Start of Block
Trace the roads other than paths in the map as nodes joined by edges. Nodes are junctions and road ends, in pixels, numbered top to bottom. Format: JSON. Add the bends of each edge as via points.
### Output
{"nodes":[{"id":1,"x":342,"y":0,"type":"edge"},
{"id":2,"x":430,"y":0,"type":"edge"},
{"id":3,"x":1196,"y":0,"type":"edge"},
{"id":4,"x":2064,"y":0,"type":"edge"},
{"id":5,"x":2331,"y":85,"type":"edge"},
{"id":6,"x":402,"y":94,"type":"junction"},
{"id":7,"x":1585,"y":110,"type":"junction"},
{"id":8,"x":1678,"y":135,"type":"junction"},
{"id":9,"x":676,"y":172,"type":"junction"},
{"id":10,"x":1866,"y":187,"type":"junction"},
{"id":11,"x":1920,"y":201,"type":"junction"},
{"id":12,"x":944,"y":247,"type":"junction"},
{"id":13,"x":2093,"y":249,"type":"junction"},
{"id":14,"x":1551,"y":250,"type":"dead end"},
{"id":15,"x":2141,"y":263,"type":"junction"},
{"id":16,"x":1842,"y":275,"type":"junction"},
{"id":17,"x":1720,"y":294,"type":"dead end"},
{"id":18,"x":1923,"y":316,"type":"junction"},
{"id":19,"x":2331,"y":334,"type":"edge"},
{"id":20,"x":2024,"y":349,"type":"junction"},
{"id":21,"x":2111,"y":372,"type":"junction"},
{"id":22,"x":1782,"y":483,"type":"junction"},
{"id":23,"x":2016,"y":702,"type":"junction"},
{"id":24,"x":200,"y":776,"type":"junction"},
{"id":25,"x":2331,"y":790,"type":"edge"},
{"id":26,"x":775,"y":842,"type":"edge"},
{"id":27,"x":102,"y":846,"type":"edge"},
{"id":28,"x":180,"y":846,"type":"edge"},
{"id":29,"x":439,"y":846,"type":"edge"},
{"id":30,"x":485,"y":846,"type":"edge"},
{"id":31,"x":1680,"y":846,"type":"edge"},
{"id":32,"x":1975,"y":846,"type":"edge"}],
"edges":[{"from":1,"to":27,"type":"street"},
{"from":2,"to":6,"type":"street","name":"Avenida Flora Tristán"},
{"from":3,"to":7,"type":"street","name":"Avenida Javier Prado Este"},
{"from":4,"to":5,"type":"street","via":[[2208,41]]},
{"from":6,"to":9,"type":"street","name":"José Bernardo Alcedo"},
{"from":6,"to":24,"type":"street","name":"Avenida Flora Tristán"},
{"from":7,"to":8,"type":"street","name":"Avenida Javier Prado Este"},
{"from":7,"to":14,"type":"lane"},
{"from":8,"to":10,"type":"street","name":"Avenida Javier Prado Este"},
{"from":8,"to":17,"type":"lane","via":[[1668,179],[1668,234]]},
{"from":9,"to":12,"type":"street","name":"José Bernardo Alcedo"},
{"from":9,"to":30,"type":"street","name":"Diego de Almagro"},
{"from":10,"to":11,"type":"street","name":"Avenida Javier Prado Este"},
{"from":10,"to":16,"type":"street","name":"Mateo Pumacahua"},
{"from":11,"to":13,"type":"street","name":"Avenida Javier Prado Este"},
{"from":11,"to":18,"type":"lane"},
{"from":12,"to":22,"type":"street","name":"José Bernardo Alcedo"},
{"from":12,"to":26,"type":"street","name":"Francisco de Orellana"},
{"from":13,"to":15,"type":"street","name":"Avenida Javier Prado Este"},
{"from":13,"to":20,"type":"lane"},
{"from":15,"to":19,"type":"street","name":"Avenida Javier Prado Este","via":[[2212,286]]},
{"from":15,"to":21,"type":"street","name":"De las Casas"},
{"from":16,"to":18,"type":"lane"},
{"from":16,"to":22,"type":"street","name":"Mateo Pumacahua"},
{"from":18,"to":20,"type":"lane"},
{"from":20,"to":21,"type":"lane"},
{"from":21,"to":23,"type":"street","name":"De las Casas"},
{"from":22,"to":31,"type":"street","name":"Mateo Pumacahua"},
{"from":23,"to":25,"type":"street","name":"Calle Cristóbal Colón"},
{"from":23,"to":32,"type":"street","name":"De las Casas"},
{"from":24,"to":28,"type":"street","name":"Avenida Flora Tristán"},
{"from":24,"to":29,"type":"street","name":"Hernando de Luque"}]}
End of Block
▶ Task item:
Each line above with the string "Prado" should be reported in full.

▶ Expected answer:
{"from":3,"to":7,"type":"street","name":"Avenida Javier Prado Este"},
{"from":7,"to":8,"type":"street","name":"Avenida Javier Prado Este"},
{"from":8,"to":10,"type":"street","name":"Avenida Javier Prado Este"},
{"from":10,"to":11,"type":"street","name":"Avenida Javier Prado Este"},
{"from":11,"to":13,"type":"street","name":"Avenida Javier Prado Este"},
{"from":13,"to":15,"type":"street","name":"Avenida Javier Prado Este"},
{"from":15,"to":19,"type":"street","name":"Avenida Javier Prado Este","via":[[2212,286]]},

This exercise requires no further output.